> [Supplied records]
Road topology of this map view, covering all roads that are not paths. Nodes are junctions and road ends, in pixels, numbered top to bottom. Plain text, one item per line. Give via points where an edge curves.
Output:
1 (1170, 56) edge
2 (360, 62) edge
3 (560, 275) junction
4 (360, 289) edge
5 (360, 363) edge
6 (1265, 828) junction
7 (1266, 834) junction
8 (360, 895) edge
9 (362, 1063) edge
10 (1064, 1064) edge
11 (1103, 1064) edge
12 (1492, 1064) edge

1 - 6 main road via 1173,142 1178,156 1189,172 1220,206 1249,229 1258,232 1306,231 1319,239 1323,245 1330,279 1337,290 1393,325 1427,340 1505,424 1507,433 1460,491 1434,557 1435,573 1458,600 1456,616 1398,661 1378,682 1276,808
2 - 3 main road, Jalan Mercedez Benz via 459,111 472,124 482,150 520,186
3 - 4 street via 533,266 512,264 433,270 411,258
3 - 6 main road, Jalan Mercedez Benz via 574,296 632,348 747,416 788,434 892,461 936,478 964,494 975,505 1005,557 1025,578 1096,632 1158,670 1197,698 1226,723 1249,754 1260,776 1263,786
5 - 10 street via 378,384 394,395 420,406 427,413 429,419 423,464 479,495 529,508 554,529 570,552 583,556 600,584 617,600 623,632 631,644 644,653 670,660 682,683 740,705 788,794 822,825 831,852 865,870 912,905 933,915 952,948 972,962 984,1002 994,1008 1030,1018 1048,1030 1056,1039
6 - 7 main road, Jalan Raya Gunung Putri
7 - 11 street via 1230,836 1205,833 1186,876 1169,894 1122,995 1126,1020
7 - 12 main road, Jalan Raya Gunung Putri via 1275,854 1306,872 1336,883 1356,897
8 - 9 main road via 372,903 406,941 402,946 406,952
...
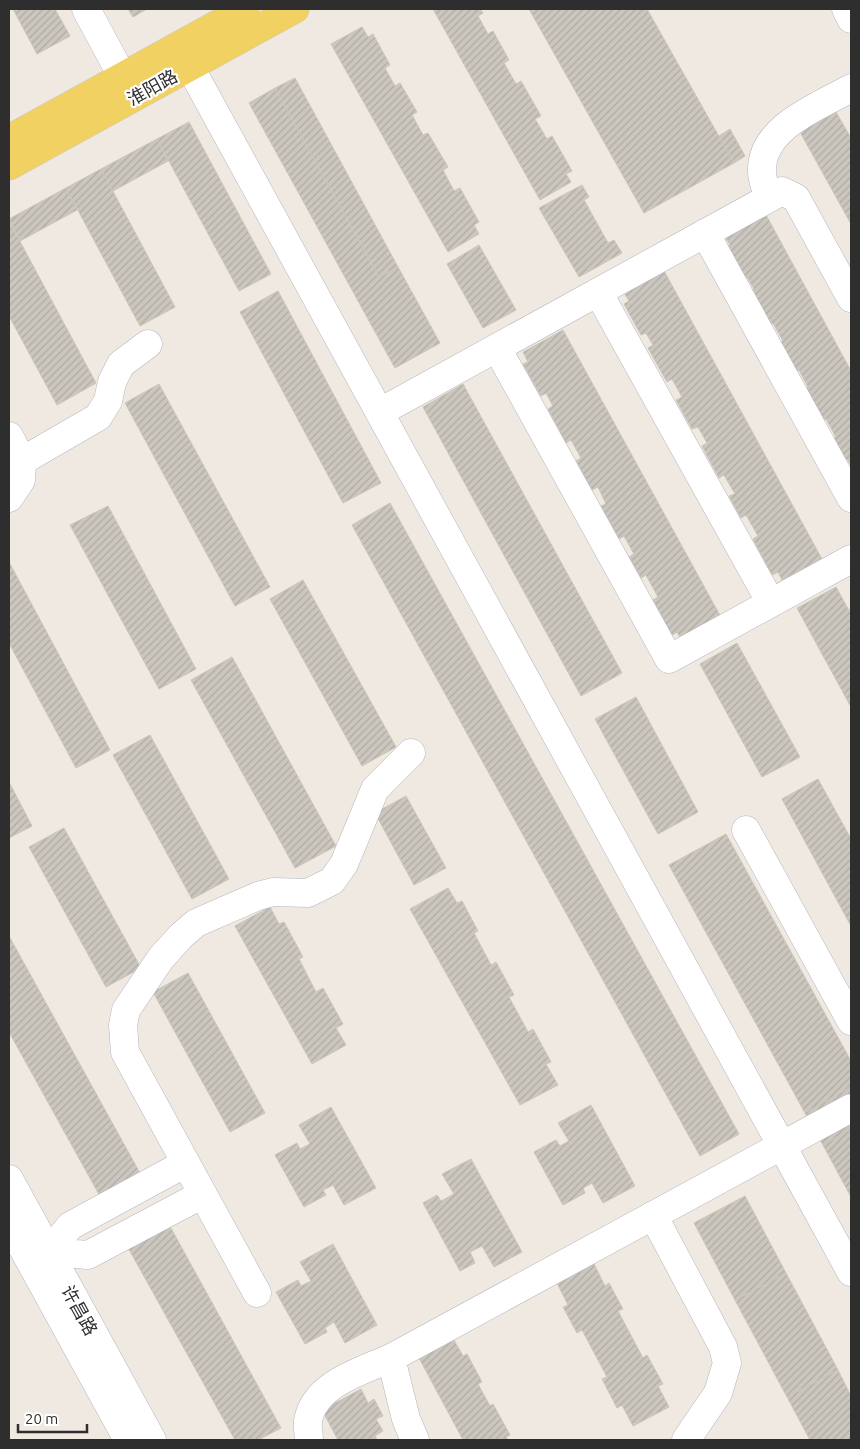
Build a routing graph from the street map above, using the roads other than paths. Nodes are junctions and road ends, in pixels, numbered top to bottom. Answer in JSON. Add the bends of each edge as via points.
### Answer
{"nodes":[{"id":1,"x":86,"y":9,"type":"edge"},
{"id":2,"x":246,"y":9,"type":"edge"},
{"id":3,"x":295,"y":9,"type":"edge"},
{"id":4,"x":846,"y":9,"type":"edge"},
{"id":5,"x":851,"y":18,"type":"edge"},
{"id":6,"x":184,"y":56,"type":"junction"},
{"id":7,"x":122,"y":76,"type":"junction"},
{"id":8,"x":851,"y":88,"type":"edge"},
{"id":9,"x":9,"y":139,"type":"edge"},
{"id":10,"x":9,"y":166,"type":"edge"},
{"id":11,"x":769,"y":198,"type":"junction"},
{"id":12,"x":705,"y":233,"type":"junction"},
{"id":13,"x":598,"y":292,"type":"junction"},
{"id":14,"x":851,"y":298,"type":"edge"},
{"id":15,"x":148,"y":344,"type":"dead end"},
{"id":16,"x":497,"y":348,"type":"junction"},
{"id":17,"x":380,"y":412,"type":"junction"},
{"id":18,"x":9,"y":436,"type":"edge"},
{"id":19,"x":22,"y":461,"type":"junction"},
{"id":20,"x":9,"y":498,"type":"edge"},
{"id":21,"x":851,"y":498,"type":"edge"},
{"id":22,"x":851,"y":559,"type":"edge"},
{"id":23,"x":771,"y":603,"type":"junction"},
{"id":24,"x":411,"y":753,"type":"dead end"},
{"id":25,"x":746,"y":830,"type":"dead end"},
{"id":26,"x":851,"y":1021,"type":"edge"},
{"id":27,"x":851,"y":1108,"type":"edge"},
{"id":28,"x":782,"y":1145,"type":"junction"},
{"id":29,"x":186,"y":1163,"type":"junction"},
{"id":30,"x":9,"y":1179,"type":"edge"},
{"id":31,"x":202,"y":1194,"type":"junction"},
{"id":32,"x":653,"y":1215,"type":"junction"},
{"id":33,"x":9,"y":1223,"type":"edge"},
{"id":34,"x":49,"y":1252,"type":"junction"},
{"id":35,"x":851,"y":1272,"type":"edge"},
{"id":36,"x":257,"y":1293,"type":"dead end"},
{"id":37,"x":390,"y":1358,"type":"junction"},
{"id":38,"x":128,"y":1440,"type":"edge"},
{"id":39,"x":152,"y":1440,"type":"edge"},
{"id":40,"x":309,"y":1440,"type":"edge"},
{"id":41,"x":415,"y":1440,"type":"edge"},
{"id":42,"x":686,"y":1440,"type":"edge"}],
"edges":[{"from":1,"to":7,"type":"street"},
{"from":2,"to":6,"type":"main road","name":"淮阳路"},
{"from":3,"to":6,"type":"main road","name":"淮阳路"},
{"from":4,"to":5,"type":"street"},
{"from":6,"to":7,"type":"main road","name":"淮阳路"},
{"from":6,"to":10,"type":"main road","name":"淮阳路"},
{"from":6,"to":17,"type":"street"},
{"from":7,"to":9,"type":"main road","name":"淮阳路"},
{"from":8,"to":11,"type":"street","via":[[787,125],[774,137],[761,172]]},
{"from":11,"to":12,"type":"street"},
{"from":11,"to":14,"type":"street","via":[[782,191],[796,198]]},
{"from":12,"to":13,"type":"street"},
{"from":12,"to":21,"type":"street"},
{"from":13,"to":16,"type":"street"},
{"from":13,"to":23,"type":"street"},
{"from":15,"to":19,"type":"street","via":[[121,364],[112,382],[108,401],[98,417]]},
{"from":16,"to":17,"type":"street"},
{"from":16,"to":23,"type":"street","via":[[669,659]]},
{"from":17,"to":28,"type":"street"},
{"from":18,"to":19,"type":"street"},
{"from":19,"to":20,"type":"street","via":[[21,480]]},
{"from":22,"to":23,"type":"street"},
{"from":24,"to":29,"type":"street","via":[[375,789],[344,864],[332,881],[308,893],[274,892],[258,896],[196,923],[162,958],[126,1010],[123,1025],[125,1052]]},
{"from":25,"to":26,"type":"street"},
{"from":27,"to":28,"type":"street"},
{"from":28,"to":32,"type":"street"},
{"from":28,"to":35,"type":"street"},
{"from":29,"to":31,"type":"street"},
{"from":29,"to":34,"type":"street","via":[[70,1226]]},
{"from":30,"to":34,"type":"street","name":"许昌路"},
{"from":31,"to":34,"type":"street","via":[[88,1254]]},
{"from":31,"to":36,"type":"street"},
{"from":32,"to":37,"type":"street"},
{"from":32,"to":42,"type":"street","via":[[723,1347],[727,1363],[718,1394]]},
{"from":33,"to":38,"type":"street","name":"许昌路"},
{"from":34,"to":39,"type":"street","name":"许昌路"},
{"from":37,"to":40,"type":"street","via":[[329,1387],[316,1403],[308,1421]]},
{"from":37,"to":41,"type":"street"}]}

> [Description of the task] For each line of the listing that holds the word "paths", show that line.

> [Finished exercise]
Road topology of this map view, covering all roads that are not paths. Nodes are junctions and road ends, in pixels, numbered top to bottom. Plain text, one item per line. Give via points where an edge curves.
Build a routing graph from the street map above, using the roads other than paths. Nodes are junctions and road ends, in pixels, numbered top to bottom. Answer in JSON. Add the bends of each edge as via points.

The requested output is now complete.